Maintenance Rucaparib Significantly Improves PFS in Phase 3 ATHENA-MONO Trial for Advanced Ovarian Cancer


A significant improvement in progression-free survival was observed in the phase 3 ATHENA-MONO trial with first-line maintenance rucaparib vs placebo in patients with advanced ovarian cancer.

Progression-free survival (PFS) was significantly improved with first-line rucaparib (Rubraca) as a maintenance monotherapy compared with a placebo for patients with advanced ovarian cancer following treatment of platinum-based chemotherapy regardless biomarker status, according to results from the phase 3 ATHENA-MONO trial (NCT03522246).

The median PFS was 20.2 months in the rucaparib group and 9.2 months in the placebo group in the intent-to-treat population (HR, 0.47; 95% CI, 0.31-0.72; P <.0001). Those in the HRD-positive subgroup had a median PFS of 28.7 months vs 11.3 months in the placebo group (P = .0004).

The drug’s developer, Clovis Oncology, noted that these results will be used to support a supplement new drug application the label expansion of which is expected to be submitted during Q2 2022. Data from the trial have been submitted for presentation at the 2022 American Society of Clinical Oncology Annual Meeting.

“While PARP inhibitors have shown efficacy as first-line maintenance treatment for patients with advanced ovarian cancer, questions still remain about the patient population that may benefit from their use. The results of ATHENA-MONO address many of these unanswered questions and expands the opportunity for rucaparib in all patients regardless of biomarker status,” primary investigator Bradley J. Monk, MD, FACOG, FACS, professor in the Division of Gynecologic Oncology at Arizona Oncology (US Oncology Network), University of Arizona College of Medicine, Creighton University School of Medicine at St. Joseph’s Hospital, as well as the medical director of the Gynecologic Program at US Oncology Research, said in a press release.

In addition to the ATHENA-MONO trial, the ATHENA-COMBO trial will assess the use of rucaparib plus nivolumab (Opdivo) vs rucaparib, the results of which are expected to read out in Q1 2023 due to slower than expected event count.

The ATHENA-MONO trial enrolled 538 patients with high-grade ovarian, fallopian tube, or primary peritoneal cancer. The trial included 2 prospectively defined molecular sub groups including patients who were HRD-positive—including of BRCA-mutant tumors—and all patients in the randomized ITT group. A total of 185 patients were included in the rucaparib arm and 49 were in the placebo arm.
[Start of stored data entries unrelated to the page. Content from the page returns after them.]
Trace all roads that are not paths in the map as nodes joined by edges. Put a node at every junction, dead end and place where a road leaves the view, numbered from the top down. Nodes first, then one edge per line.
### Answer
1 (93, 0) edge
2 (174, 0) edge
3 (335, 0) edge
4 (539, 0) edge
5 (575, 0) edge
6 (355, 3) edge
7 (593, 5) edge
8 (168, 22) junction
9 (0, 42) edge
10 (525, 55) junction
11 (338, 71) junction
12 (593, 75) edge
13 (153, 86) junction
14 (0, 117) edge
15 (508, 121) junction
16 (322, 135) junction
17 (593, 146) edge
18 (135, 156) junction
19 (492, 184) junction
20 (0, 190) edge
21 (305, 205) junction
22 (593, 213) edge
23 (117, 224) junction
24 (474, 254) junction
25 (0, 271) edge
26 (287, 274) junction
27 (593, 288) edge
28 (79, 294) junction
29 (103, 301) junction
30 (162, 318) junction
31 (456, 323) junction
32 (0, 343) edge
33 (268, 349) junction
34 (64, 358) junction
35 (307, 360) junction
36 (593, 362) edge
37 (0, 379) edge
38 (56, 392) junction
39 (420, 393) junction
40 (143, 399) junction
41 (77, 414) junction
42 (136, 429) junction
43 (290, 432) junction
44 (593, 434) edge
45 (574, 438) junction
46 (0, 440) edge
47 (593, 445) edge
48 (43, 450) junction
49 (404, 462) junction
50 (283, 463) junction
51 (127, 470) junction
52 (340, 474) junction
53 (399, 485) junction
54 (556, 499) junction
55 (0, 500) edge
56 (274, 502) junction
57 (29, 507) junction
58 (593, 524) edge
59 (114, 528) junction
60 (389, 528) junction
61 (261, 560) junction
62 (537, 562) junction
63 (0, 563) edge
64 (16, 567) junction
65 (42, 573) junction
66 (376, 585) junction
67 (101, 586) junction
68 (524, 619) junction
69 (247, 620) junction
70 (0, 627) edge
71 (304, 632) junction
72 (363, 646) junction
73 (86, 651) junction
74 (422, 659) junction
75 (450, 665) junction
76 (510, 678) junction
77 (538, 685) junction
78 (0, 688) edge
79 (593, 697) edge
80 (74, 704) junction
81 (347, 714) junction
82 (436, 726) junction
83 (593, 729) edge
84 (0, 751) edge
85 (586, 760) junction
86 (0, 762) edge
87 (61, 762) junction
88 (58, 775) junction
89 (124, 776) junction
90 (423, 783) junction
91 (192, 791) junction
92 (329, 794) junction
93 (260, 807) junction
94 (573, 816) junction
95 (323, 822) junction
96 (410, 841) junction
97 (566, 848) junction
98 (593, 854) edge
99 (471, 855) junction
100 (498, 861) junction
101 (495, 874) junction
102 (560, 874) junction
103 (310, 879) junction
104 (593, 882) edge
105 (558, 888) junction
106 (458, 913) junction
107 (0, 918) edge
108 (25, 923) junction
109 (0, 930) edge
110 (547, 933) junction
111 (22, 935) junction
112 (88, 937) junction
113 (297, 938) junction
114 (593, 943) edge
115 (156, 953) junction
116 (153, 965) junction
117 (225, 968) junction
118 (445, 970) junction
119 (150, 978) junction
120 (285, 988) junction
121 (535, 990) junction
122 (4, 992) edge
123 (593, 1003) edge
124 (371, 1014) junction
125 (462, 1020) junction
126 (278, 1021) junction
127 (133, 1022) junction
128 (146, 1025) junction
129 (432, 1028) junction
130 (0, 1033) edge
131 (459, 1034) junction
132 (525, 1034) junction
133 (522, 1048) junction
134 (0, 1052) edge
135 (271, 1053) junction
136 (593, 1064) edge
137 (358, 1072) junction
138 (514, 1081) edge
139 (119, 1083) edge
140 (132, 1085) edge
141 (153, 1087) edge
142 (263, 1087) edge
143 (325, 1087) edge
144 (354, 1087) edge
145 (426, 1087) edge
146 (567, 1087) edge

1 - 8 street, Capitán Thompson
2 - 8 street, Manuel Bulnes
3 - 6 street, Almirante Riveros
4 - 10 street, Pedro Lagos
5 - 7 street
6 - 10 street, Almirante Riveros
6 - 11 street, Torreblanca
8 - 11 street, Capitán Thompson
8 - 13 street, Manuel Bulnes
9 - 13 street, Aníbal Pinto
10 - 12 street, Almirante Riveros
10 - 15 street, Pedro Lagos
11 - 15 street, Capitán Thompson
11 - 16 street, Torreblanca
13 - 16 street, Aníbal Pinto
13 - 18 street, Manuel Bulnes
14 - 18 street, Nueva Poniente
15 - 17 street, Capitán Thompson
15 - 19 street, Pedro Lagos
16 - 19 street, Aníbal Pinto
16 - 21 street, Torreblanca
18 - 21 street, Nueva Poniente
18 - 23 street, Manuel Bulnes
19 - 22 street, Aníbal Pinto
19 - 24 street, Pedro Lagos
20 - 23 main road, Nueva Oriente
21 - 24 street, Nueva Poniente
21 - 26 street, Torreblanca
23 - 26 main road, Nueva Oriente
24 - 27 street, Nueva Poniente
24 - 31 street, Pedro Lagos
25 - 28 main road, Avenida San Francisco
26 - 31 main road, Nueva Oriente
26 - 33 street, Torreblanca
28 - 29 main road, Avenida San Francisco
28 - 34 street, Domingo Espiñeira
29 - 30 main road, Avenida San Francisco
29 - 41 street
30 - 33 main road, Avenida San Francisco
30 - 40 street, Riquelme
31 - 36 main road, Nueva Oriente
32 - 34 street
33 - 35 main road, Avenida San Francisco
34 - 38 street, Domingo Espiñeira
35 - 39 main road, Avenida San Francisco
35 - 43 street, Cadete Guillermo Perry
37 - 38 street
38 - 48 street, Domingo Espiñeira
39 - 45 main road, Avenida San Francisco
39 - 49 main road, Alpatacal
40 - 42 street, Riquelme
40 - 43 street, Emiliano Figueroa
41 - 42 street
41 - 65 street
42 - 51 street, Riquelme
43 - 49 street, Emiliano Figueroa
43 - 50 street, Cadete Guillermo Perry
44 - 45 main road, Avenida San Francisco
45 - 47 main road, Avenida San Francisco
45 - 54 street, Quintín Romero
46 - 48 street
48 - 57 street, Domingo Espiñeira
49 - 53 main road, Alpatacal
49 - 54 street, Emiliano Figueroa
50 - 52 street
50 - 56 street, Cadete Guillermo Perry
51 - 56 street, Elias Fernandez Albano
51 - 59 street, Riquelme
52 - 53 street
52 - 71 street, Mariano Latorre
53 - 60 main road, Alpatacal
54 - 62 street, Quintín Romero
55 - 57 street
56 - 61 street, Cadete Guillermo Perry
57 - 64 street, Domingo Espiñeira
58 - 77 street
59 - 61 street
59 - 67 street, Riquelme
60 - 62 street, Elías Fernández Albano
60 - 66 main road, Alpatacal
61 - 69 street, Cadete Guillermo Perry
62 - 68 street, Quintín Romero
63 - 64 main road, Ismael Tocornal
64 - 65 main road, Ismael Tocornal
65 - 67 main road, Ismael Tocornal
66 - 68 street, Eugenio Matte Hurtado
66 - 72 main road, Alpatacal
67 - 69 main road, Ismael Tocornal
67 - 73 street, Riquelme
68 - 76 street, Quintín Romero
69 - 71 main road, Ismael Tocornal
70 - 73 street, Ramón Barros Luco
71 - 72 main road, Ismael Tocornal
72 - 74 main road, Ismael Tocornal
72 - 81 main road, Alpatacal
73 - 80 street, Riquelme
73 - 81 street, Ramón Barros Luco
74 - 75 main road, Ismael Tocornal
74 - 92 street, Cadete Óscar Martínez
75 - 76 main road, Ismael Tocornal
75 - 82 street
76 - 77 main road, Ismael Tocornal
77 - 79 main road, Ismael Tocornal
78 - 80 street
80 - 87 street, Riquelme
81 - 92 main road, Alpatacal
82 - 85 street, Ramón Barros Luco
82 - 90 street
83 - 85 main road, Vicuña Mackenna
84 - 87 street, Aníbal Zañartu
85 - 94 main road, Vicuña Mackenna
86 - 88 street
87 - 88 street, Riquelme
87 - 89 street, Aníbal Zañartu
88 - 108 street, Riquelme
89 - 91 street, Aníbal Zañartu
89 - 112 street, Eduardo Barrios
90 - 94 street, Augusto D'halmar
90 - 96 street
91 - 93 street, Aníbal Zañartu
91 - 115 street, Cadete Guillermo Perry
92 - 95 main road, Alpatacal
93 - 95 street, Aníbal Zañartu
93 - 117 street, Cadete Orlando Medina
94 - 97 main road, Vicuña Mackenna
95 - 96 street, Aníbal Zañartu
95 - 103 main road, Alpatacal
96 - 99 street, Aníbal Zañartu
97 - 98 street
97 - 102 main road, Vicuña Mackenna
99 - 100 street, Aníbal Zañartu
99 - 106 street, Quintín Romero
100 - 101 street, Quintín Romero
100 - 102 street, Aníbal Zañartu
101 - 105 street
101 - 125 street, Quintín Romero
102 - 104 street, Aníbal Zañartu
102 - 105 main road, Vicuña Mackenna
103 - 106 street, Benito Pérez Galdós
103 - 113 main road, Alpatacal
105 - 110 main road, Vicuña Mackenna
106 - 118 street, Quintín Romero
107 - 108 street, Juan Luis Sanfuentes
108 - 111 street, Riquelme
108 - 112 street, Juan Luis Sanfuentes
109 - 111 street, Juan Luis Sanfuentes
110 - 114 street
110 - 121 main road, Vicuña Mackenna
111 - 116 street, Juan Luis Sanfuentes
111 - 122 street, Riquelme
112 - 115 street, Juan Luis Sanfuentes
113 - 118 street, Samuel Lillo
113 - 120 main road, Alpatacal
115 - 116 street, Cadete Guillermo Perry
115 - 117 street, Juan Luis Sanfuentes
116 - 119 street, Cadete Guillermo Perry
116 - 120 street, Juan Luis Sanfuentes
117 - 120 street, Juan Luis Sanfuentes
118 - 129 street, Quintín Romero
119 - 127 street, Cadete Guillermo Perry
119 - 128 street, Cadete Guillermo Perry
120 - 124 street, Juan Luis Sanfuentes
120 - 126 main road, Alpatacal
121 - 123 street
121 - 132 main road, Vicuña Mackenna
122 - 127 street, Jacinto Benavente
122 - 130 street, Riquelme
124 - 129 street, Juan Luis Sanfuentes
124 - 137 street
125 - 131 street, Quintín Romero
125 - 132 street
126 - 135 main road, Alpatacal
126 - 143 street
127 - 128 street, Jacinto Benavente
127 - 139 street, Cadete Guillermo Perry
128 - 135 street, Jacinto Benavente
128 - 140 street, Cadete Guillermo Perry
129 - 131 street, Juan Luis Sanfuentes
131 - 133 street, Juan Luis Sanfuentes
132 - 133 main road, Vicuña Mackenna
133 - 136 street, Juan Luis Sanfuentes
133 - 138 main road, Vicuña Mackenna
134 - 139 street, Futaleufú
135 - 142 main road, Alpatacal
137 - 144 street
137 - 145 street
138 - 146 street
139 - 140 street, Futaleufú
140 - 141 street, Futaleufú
Additional findings from the study indicated that statistical significance was reached in all 538 patients who received rucaparib. When assessed by investigator review, 427 patients in the rucaparib arm achieved significance compared with 111 in the placebo arm for the primary end point (HR, 0.52; 95% CI, 0.40-0.68).

By investigator review, the HRD-negative subgroup had a median PFS was 12.1 months in the rucaparib group and 9.1 months in the placebo group (HR, 0.65; 95% CI, 0.45-0.95; P = .0284).

Those with a BRCA mutation had a median PFS that was not reached in the rucaparib group vs 14.7 months in the placebo group (HR, 0.40; 95% CI, 0.21-0.75; P = .0041). Results were consistent for those with a germline BRCA mutation, somatic BRCA mutation, and unknown populations.

Grade 3/4 treatment-emergent adverse effects (TEAEs) seen in patients included anemia (28.7%), neutropenia (14.6%), alanine aminotransferase increase/aspartate aminotransferase increase (10.6%), and thrombocytopenia (7.1%). In total, 11.8% of patients in the rucaparib arm and 5.5% in the placebo arm discontinued treatment because of TEAEs.

“The results from the ATHENA-MONO study of [rucaparib] in first-line maintenance treatment ovarian cancer exceeded our expectations in terms of significant improvement in PFS vs placebo in each of the primary efficacy populations, including the all-comers or intent-to-treat population. We believe that the positive results from ATHENA-MONO demonstrate that [rucaparib] will provide an important new treatment option for women with advanced ovarian cancer in the first-line maintenance setting, and we look forward to submitting these data to the regulatory authorities in the US and Europe during Q2 and Q3 2022, respectively,” Patrick J. Mahaffy, president and CEO at Clovis Oncology, said in a press release.


Clovis Oncology Rubraca (rucaparib) significantly improves progression-free survival in first-line maintenance treatment in women with ovarian cancer regardless of their biomarker status in phase 3 ATHENA-MONO trial. News Release. Clovis Oncology. March 31, 2022. Accessed March 31, 2022.